--- SOURCE DATA ---
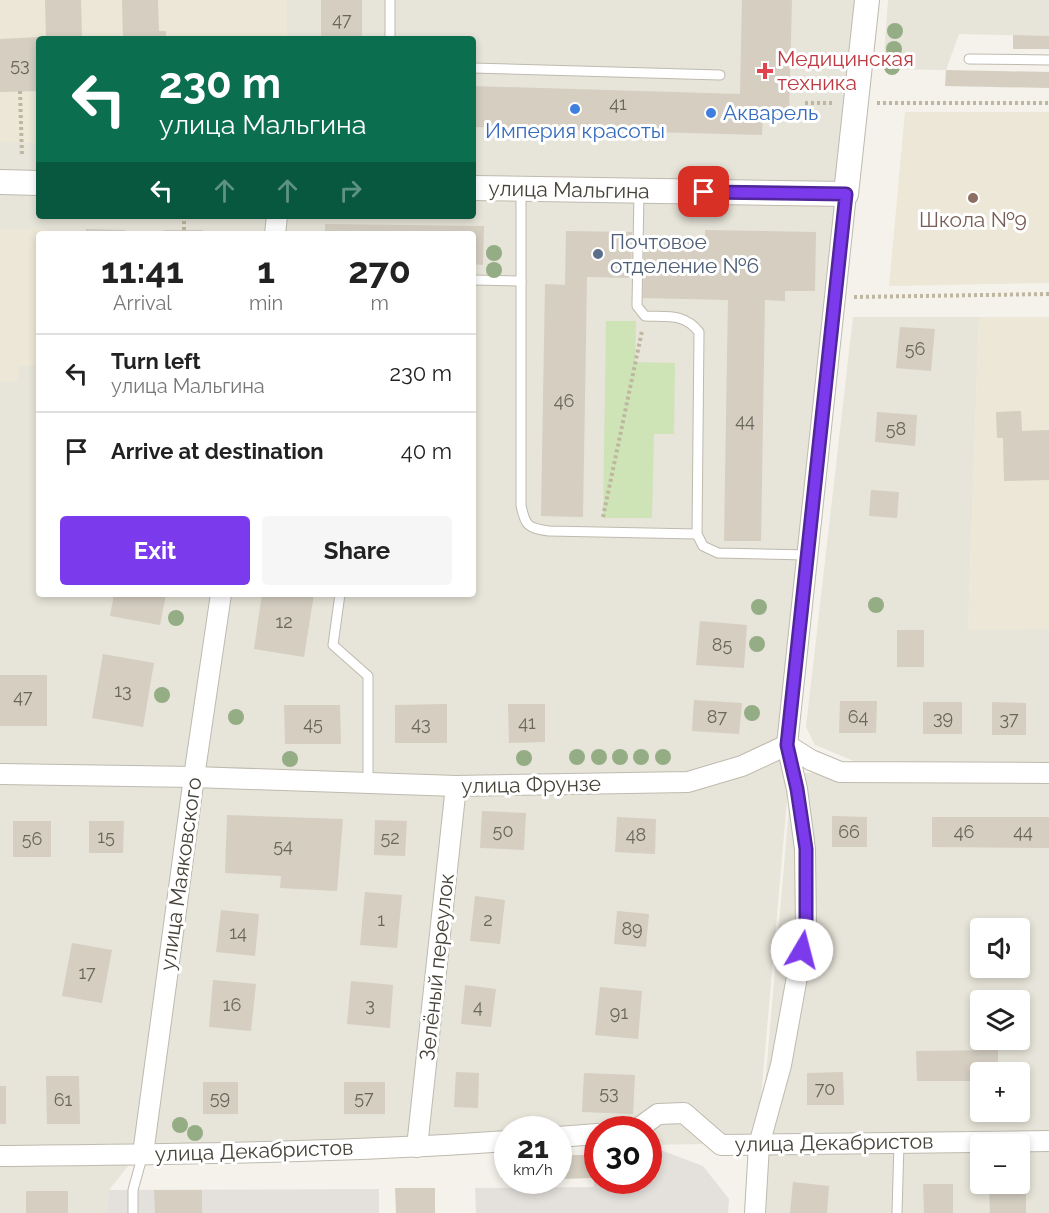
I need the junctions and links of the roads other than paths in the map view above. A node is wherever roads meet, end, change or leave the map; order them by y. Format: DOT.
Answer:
graph roads {
  1 [pos="390,0"];
  2 [pos="867,0"];
  3 [pos="390,36"];
  4 [pos="969,59"];
  5 [pos="1049,60"];
  6 [pos="476,68"];
  7 [pos="720,75"];
  8 [pos="0,183"];
  9 [pos="36,183"];
  10 [pos="476,188"];
  11 [pos="521,189"];
  12 [pos="639,191"];
  13 [pos="846,194"];
  14 [pos="476,280"];
  15 [pos="521,281"];
  16 [pos="697,534"];
  17 [pos="808,555"];
  18 [pos="221,597"];
  19 [pos="340,597"];
  20 [pos="787,745"];
  21 [pos="1049,773"];
  22 [pos="0,774"];
  23 [pos="194,777"];
  24 [pos="368,783"];
  25 [pos="456,786"];
  26 [pos="655,1116"];
  27 [pos="1049,1141"];
  28 [pos="494,1142"];
  29 [pos="899,1143"];
  30 [pos="759,1144"];
  31 [pos="417,1147"];
  32 [pos="143,1154"];
  33 [pos="0,1156"];
  34 [pos="133,1213"];
  35 [pos="755,1213"];
  36 [pos="897,1213"];
  1 -- 3 [label="lane"];
  2 -- 13 [label="street"];
  4 -- 5 [label="lane"];
  6 -- 7 [label="lane"];
  8 -- 9 [label="street"];
  10 -- 11 [label="street, улица Мальгина"];
  11 -- 12 [label="street, улица Мальгина"];
  11 -- 15 [label="lane"];
  12 -- 13 [label="street, улица Мальгина"];
  12 -- 16 [label="lane"];
  13 -- 17 [label="street"];
  14 -- 15 [label="lane"];
  15 -- 16 [label="lane"];
  16 -- 17 [label="lane"];
  17 -- 20 [label="street"];
  18 -- 23 [label="street, улица Маяковского"];
  19 -- 24 [label="lane"];
  20 -- 21 [label="street"];
  20 -- 25 [label="street, улица Фрунзе"];
  20 -- 30 [label="street"];
  22 -- 23 [label="street, улица Фрунзе"];
  23 -- 24 [label="street, улица Фрунзе"];
  23 -- 32 [label="street, улица Маяковского"];
  24 -- 25 [label="street, улица Фрунзе"];
  25 -- 31 [label="street, Зелёный переулок"];
  26 -- 30 [label="street, улица Декабристов"];
  27 -- 29 [label="street, улица Декабристов"];
  28 -- 31 [label="street, улица Декабристов"];
  29 -- 30 [label="street, улица Декабристов"];
  29 -- 36 [label="lane"];
  30 -- 35 [label="street"];
  31 -- 32 [label="street, улица Декабристов"];
  32 -- 33 [label="street, улица Декабристов"];
  32 -- 34 [label="lane"];
}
---
Give a verbatim transcription of the entries, leaving out the pictures.

▶ _YOUR RESPONSE_:
I need the junctions and links of the roads other than paths in the map view above. A node is wherever roads meet, end, change or leave the map; order them by y. Format: DOT.
Answer:
graph roads {
  1 [pos="390,0"];
  2 [pos="867,0"];
  3 [pos="390,36"];
  4 [pos="969,59"];
  5 [pos="1049,60"];
  6 [pos="476,68"];
  7 [pos="720,75"];
  8 [pos="0,183"];
  9 [pos="36,183"];
  10 [pos="476,188"];
  11 [pos="521,189"];
  12 [pos="639,191"];
  13 [pos="846,194"];
  14 [pos="476,280"];
  15 [pos="521,281"];
  16 [pos="697,534"];
  17 [pos="808,555"];
  18 [pos="221,597"];
  19 [pos="340,597"];
  20 [pos="787,745"];
  21 [pos="1049,773"];
  22 [pos="0,774"];
  23 [pos="194,777"];
  24 [pos="368,783"];
  25 [pos="456,786"];
  26 [pos="655,1116"];
  27 [pos="1049,1141"];
  28 [pos="494,1142"];
  29 [pos="899,1143"];
  30 [pos="759,1144"];
  31 [pos="417,1147"];
  32 [pos="143,1154"];
  33 [pos="0,1156"];
  34 [pos="133,1213"];
  35 [pos="755,1213"];
  36 [pos="897,1213"];
  1 -- 3 [label="lane"];
  2 -- 13 [label="street"];
  4 -- 5 [label="lane"];
  6 -- 7 [label="lane"];
  8 -- 9 [label="street"];
  10 -- 11 [label="street, улица Мальгина"];
  11 -- 12 [label="street, улица Мальгина"];
  11 -- 15 [label="lane"];
  12 -- 13 [label="street, улица Мальгина"];
  12 -- 16 [label="lane"];
  13 -- 17 [label="street"];
  14 -- 15 [label="lane"];
  15 -- 16 [label="lane"];
  16 -- 17 [label="lane"];
  17 -- 20 [label="street"];
  18 -- 23 [label="street, улица Маяковского"];
  19 -- 24 [label="lane"];
  20 -- 21 [label="street"];
  20 -- 25 [label="street, улица Фрунзе"];
  20 -- 30 [label="street"];
  22 -- 23 [label="street, улица Фрунзе"];
  23 -- 24 [label="street, улица Фрунзе"];
  23 -- 32 [label="street, улица Маяковского"];
  24 -- 25 [label="street, улица Фрунзе"];
  25 -- 31 [label="street, Зелёный переулок"];
  26 -- 30 [label="street, улица Декабристов"];
  27 -- 29 [label="street, улица Декабристов"];
  28 -- 31 [label="street, улица Декабристов"];
  29 -- 30 [label="street, улица Декабристов"];
  29 -- 36 [label="lane"];
  30 -- 35 [label="street"];
  31 -- 32 [label="street, улица Декабристов"];
  32 -- 33 [label="street, улица Декабристов"];
  32 -- 34 [label="lane"];
}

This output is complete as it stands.